# EXERCISE BRIEF:
Return all of the data exactly, with nothing left out but the pictures.
======
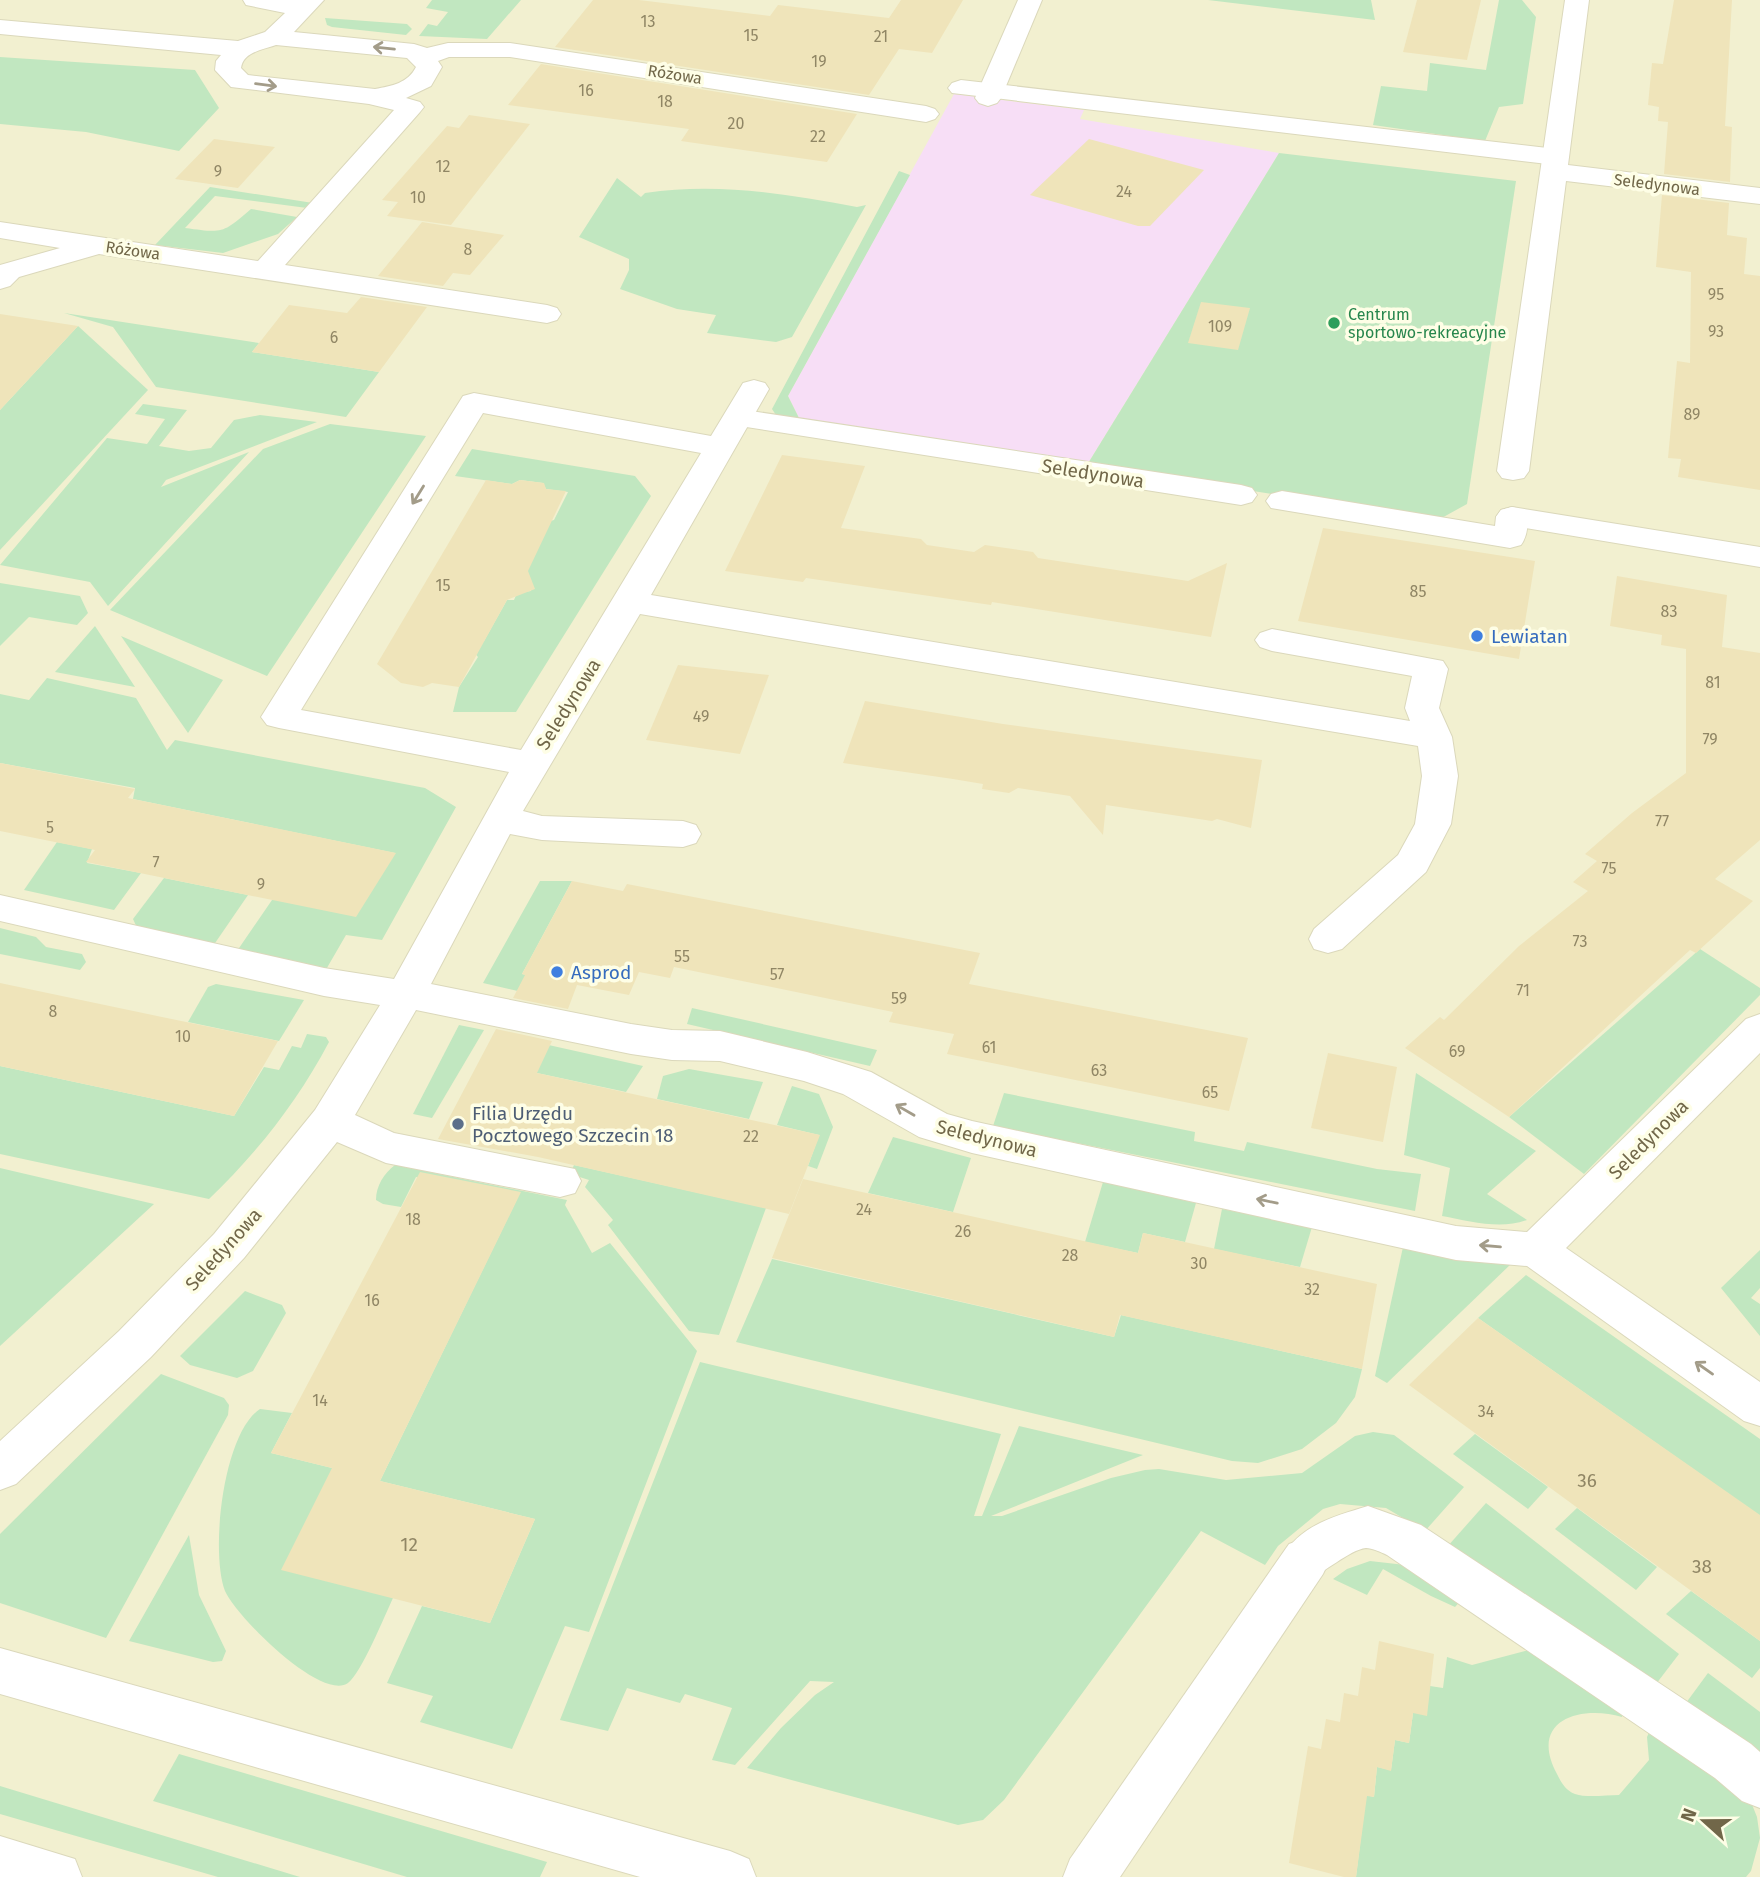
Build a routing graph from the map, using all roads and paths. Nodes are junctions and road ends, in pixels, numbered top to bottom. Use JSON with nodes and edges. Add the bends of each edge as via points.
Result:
{"nodes":[{"id":1,"x":255,"y":0,"type":"edge"},
{"id":2,"x":1030,"y":0,"type":"edge"},
{"id":3,"x":307,"y":4,"type":"edge"},
{"id":4,"x":1573,"y":4,"type":"edge"},
{"id":5,"x":0,"y":27,"type":"edge"},
{"id":6,"x":274,"y":37,"type":"junction"},
{"id":7,"x":240,"y":49,"type":"junction"},
{"id":8,"x":423,"y":57,"type":"junction"},
{"id":9,"x":961,"y":88,"type":"dead end"},
{"id":10,"x":990,"y":95,"type":"junction"},
{"id":11,"x":375,"y":97,"type":"junction"},
{"id":12,"x":926,"y":114,"type":"dead end"},
{"id":13,"x":1554,"y":164,"type":"junction"},
{"id":14,"x":1760,"y":196,"type":"edge"},
{"id":15,"x":0,"y":230,"type":"edge"},
{"id":16,"x":100,"y":245,"type":"junction"},
{"id":17,"x":3,"y":267,"type":"edge"},
{"id":18,"x":266,"y":269,"type":"junction"},
{"id":19,"x":547,"y":314,"type":"dead end"},
{"id":20,"x":754,"y":389,"type":"dead end"},
{"id":21,"x":730,"y":433,"type":"junction"},
{"id":22,"x":1513,"y":471,"type":"dead end"},
{"id":23,"x":1241,"y":495,"type":"dead end"},
{"id":24,"x":1282,"y":501,"type":"dead end"},
{"id":25,"x":1760,"y":557,"type":"edge"},
{"id":26,"x":630,"y":603,"type":"junction"},
{"id":27,"x":1272,"y":640,"type":"dead end"},
{"id":28,"x":1434,"y":737,"type":"junction"},
{"id":29,"x":531,"y":764,"type":"junction"},
{"id":30,"x":500,"y":819,"type":"junction"},
{"id":31,"x":683,"y":834,"type":"dead end"},
{"id":32,"x":0,"y":908,"type":"edge"},
{"id":33,"x":1328,"y":939,"type":"dead end"},
{"id":34,"x":406,"y":994,"type":"junction"},
{"id":35,"x":1760,"y":1028,"type":"edge"},
{"id":36,"x":330,"y":1121,"type":"junction"},
{"id":37,"x":560,"y":1181,"type":"dead end"},
{"id":38,"x":1536,"y":1250,"type":"junction"},
{"id":39,"x":1760,"y":1407,"type":"edge"},
{"id":40,"x":0,"y":1470,"type":"edge"},
{"id":41,"x":0,"y":1671,"type":"edge"},
{"id":42,"x":1760,"y":1784,"type":"edge"},
{"id":43,"x":0,"y":1861,"type":"edge"},
{"id":44,"x":56,"y":1877,"type":"edge"},
{"id":45,"x":730,"y":1877,"type":"edge"},
{"id":46,"x":1089,"y":1877,"type":"edge"}],
"edges":[{"from":1,"to":3,"type":"street"},
{"from":2,"to":10,"type":"street"},
{"from":3,"to":6,"type":"street"},
{"from":4,"to":13,"type":"street"},
{"from":5,"to":7,"type":"street","name":"Różowa"},
{"from":6,"to":7,"type":"street","name":"Różowa"},
{"from":8,"to":6,"type":"street","name":"Różowa","one_way":true,"via":[[414,51]]},
{"from":7,"to":11,"type":"street","one_way":true,"via":[[229,61],[228,70],[240,82]]},
{"from":8,"to":11,"type":"street","via":[[429,67],[422,81]]},
{"from":8,"to":12,"type":"street","name":"Różowa","via":[[448,50],[510,50]]},
{"from":9,"to":10,"type":"street","name":"Seledynowa"},
{"from":10,"to":13,"type":"street","name":"Seledynowa"},
{"from":11,"to":18,"type":"street","via":[[411,107]]},
{"from":13,"to":14,"type":"street","name":"Seledynowa"},
{"from":13,"to":22,"type":"street"},
{"from":15,"to":16,"type":"street","name":"Różowa"},
{"from":16,"to":17,"type":"street"},
{"from":16,"to":18,"type":"street","name":"Różowa"},
{"from":18,"to":19,"type":"street","name":"Różowa"},
{"from":20,"to":21,"type":"street","name":"Seledynowa"},
{"from":21,"to":23,"type":"street","name":"Seledynowa"},
{"from":21,"to":26,"type":"street","name":"Seledynowa"},
{"from":21,"to":29,"type":"street","one_way":true,"via":[[474,402],[279,717]]},
{"from":24,"to":25,"type":"street","via":[[1510,538],[1512,517]]},
{"from":26,"to":28,"type":"street"},
{"from":26,"to":29,"type":"street","name":"Seledynowa"},
{"from":27,"to":28,"type":"street","via":[[1432,670],[1422,708]]},
{"from":28,"to":33,"type":"street","via":[[1440,776],[1433,824],[1413,863]]},
{"from":29,"to":30,"type":"street","name":"Seledynowa"},
{"from":30,"to":31,"type":"street","via":[[542,828]]},
{"from":30,"to":34,"type":"street","name":"Seledynowa"},
{"from":32,"to":34,"type":"street","name":"Seledynowa","via":[[324,982]]},
{"from":34,"to":36,"type":"street","name":"Seledynowa"},
{"from":38,"to":34,"type":"street","name":"Seledynowa","one_way":true,"via":[[1456,1243],[972,1137],[933,1126],[858,1083],[732,1049],[631,1039]]},
{"from":35,"to":38,"type":"street","name":"Seledynowa"},
{"from":36,"to":37,"type":"street","via":[[386,1147]]},
{"from":36,"to":40,"type":"street","name":"Seledynowa","via":[[229,1246],[135,1344]]},
{"from":39,"to":38,"type":"street","one_way":true},
{"from":41,"to":45,"type":"street"},
{"from":42,"to":46,"type":"street","via":[[1733,1761],[1404,1540],[1368,1527],[1340,1535],[1306,1559]]},
{"from":43,"to":44,"type":"street"}]}
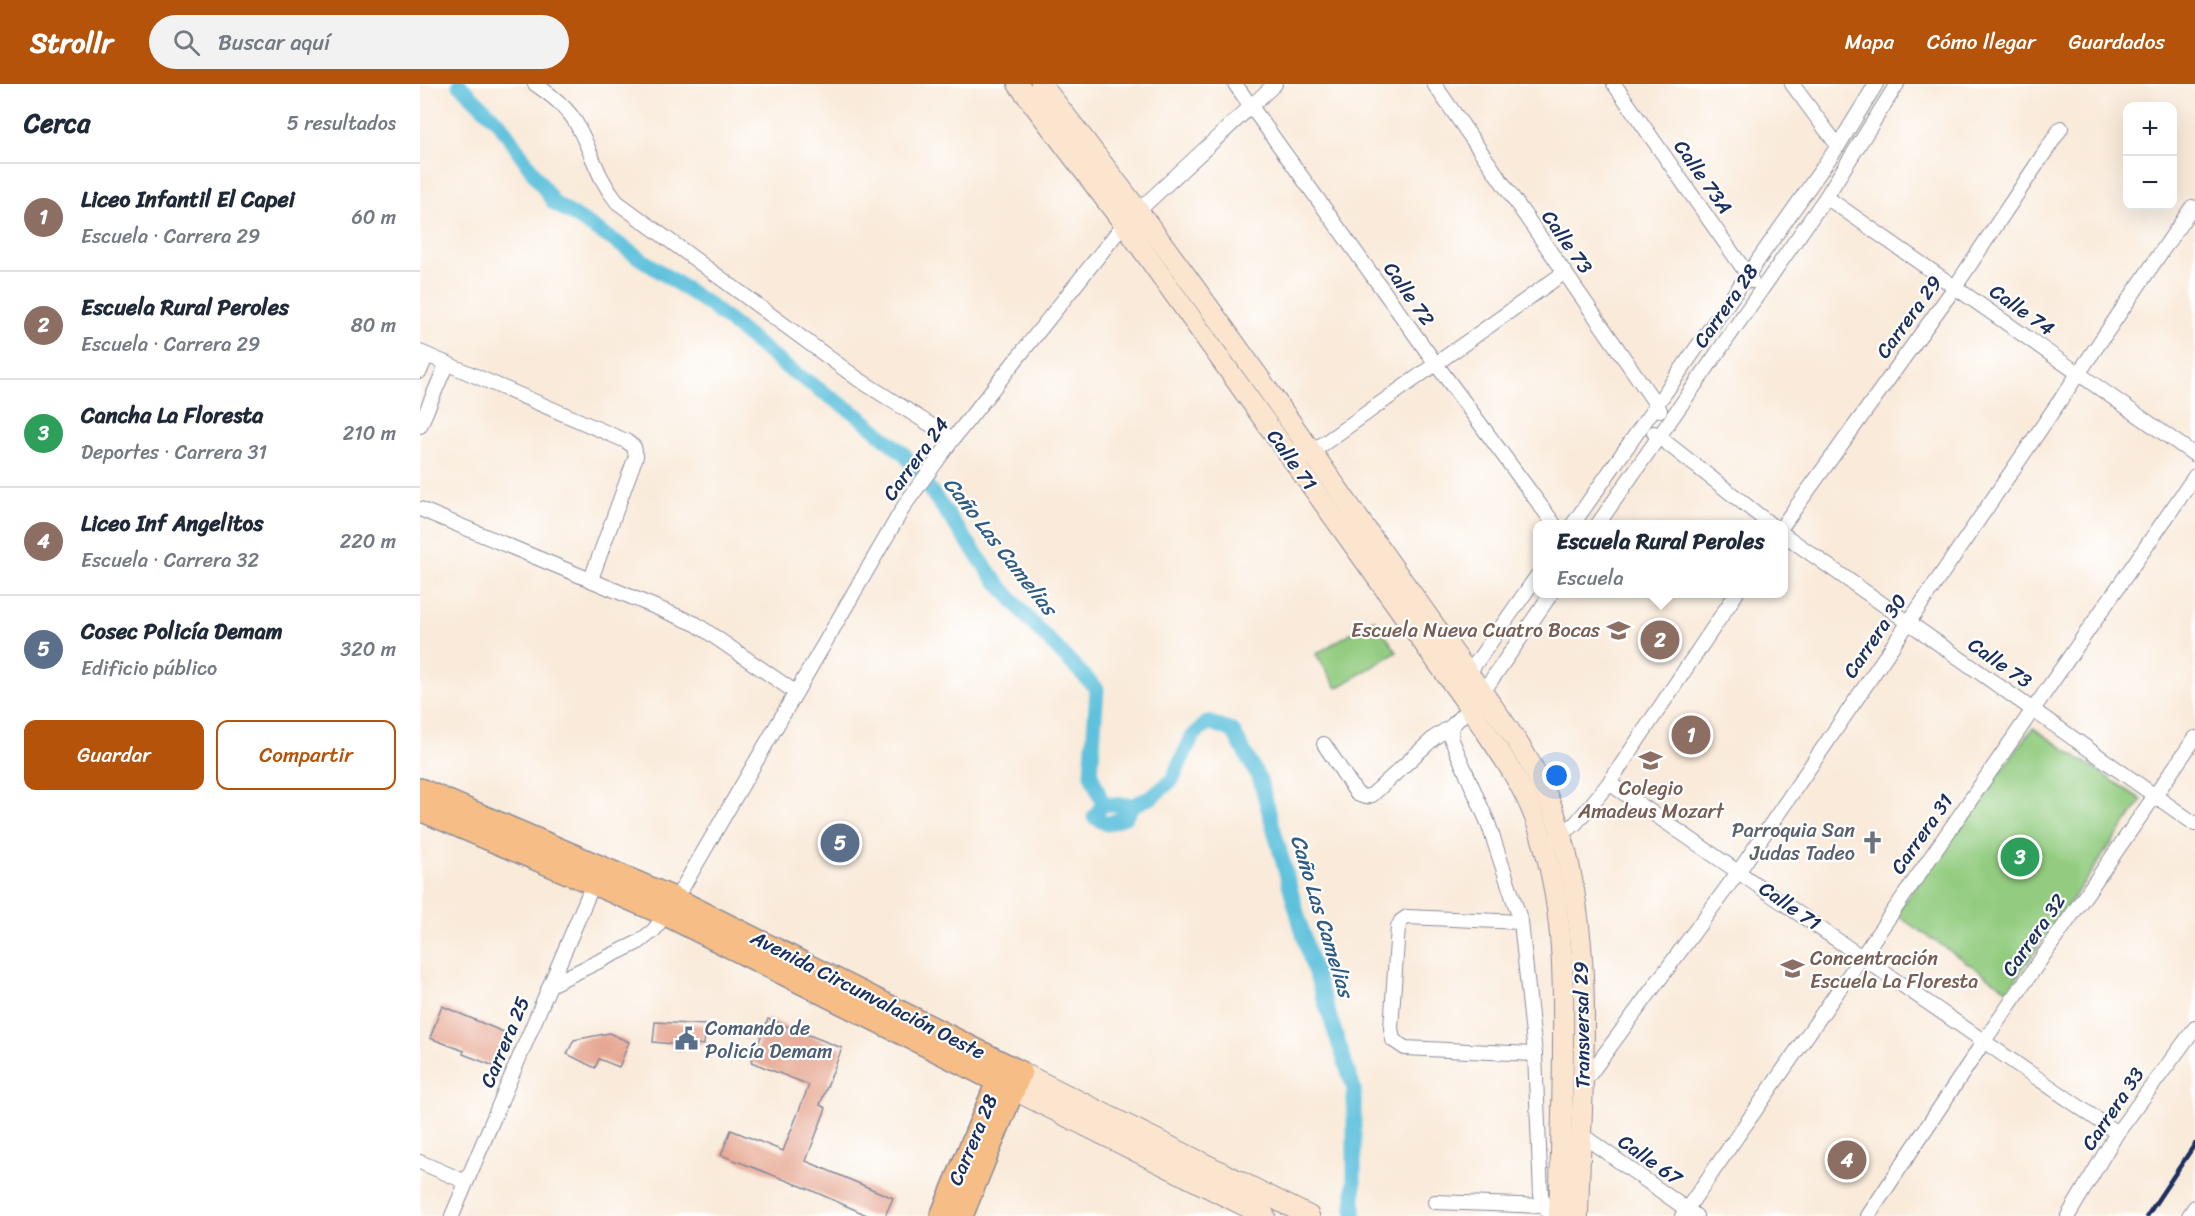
======
# SOLUTION:
Build a routing graph from the map, using all roads and paths. Nodes are junctions and road ends, in pixels, numbered top to bottom. Use JSON with nodes and edges. Add the bends of each edge as via points.
Result:
{"nodes":[{"id":1,"x":255,"y":0,"type":"edge"},
{"id":2,"x":1030,"y":0,"type":"edge"},
{"id":3,"x":307,"y":4,"type":"edge"},
{"id":4,"x":1573,"y":4,"type":"edge"},
{"id":5,"x":0,"y":27,"type":"edge"},
{"id":6,"x":274,"y":37,"type":"junction"},
{"id":7,"x":240,"y":49,"type":"junction"},
{"id":8,"x":423,"y":57,"type":"junction"},
{"id":9,"x":961,"y":88,"type":"dead end"},
{"id":10,"x":990,"y":95,"type":"junction"},
{"id":11,"x":375,"y":97,"type":"junction"},
{"id":12,"x":926,"y":114,"type":"dead end"},
{"id":13,"x":1554,"y":164,"type":"junction"},
{"id":14,"x":1760,"y":196,"type":"edge"},
{"id":15,"x":0,"y":230,"type":"edge"},
{"id":16,"x":100,"y":245,"type":"junction"},
{"id":17,"x":3,"y":267,"type":"edge"},
{"id":18,"x":266,"y":269,"type":"junction"},
{"id":19,"x":547,"y":314,"type":"dead end"},
{"id":20,"x":754,"y":389,"type":"dead end"},
{"id":21,"x":730,"y":433,"type":"junction"},
{"id":22,"x":1513,"y":471,"type":"dead end"},
{"id":23,"x":1241,"y":495,"type":"dead end"},
{"id":24,"x":1282,"y":501,"type":"dead end"},
{"id":25,"x":1760,"y":557,"type":"edge"},
{"id":26,"x":630,"y":603,"type":"junction"},
{"id":27,"x":1272,"y":640,"type":"dead end"},
{"id":28,"x":1434,"y":737,"type":"junction"},
{"id":29,"x":531,"y":764,"type":"junction"},
{"id":30,"x":500,"y":819,"type":"junction"},
{"id":31,"x":683,"y":834,"type":"dead end"},
{"id":32,"x":0,"y":908,"type":"edge"},
{"id":33,"x":1328,"y":939,"type":"dead end"},
{"id":34,"x":406,"y":994,"type":"junction"},
{"id":35,"x":1760,"y":1028,"type":"edge"},
{"id":36,"x":330,"y":1121,"type":"junction"},
{"id":37,"x":560,"y":1181,"type":"dead end"},
{"id":38,"x":1536,"y":1250,"type":"junction"},
{"id":39,"x":1760,"y":1407,"type":"edge"},
{"id":40,"x":0,"y":1470,"type":"edge"},
{"id":41,"x":0,"y":1671,"type":"edge"},
{"id":42,"x":1760,"y":1784,"type":"edge"},
{"id":43,"x":0,"y":1861,"type":"edge"},
{"id":44,"x":56,"y":1877,"type":"edge"},
{"id":45,"x":730,"y":1877,"type":"edge"},
{"id":46,"x":1089,"y":1877,"type":"edge"}],
"edges":[{"from":1,"to":3,"type":"street"},
{"from":2,"to":10,"type":"street"},
{"from":3,"to":6,"type":"street"},
{"from":4,"to":13,"type":"street"},
{"from":5,"to":7,"type":"street","name":"Różowa"},
{"from":6,"to":7,"type":"street","name":"Różowa"},
{"from":8,"to":6,"type":"street","name":"Różowa","one_way":true,"via":[[414,51]]},
{"from":7,"to":11,"type":"street","one_way":true,"via":[[229,61],[228,70],[240,82]]},
{"from":8,"to":11,"type":"street","via":[[429,67],[422,81]]},
{"from":8,"to":12,"type":"street","name":"Różowa","via":[[448,50],[510,50]]},
{"from":9,"to":10,"type":"street","name":"Seledynowa"},
{"from":10,"to":13,"type":"street","name":"Seledynowa"},
{"from":11,"to":18,"type":"street","via":[[411,107]]},
{"from":13,"to":14,"type":"street","name":"Seledynowa"},
{"from":13,"to":22,"type":"street"},
{"from":15,"to":16,"type":"street","name":"Różowa"},
{"from":16,"to":17,"type":"street"},
{"from":16,"to":18,"type":"street","name":"Różowa"},
{"from":18,"to":19,"type":"street","name":"Różowa"},
{"from":20,"to":21,"type":"street","name":"Seledynowa"},
{"from":21,"to":23,"type":"street","name":"Seledynowa"},
{"from":21,"to":26,"type":"street","name":"Seledynowa"},
{"from":21,"to":29,"type":"street","one_way":true,"via":[[474,402],[279,717]]},
{"from":24,"to":25,"type":"street","via":[[1510,538],[1512,517]]},
{"from":26,"to":28,"type":"street"},
{"from":26,"to":29,"type":"street","name":"Seledynowa"},
{"from":27,"to":28,"type":"street","via":[[1432,670],[1422,708]]},
{"from":28,"to":33,"type":"street","via":[[1440,776],[1433,824],[1413,863]]},
{"from":29,"to":30,"type":"street","name":"Seledynowa"},
{"from":30,"to":31,"type":"street","via":[[542,828]]},
{"from":30,"to":34,"type":"street","name":"Seledynowa"},
{"from":32,"to":34,"type":"street","name":"Seledynowa","via":[[324,982]]},
{"from":34,"to":36,"type":"street","name":"Seledynowa"},
{"from":38,"to":34,"type":"street","name":"Seledynowa","one_way":true,"via":[[1456,1243],[972,1137],[933,1126],[858,1083],[732,1049],[631,1039]]},
{"from":35,"to":38,"type":"street","name":"Seledynowa"},
{"from":36,"to":37,"type":"street","via":[[386,1147]]},
{"from":36,"to":40,"type":"street","name":"Seledynowa","via":[[229,1246],[135,1344]]},
{"from":39,"to":38,"type":"street","one_way":true},
{"from":41,"to":45,"type":"street"},
{"from":42,"to":46,"type":"street","via":[[1733,1761],[1404,1540],[1368,1527],[1340,1535],[1306,1559]]},
{"from":43,"to":44,"type":"street"}]}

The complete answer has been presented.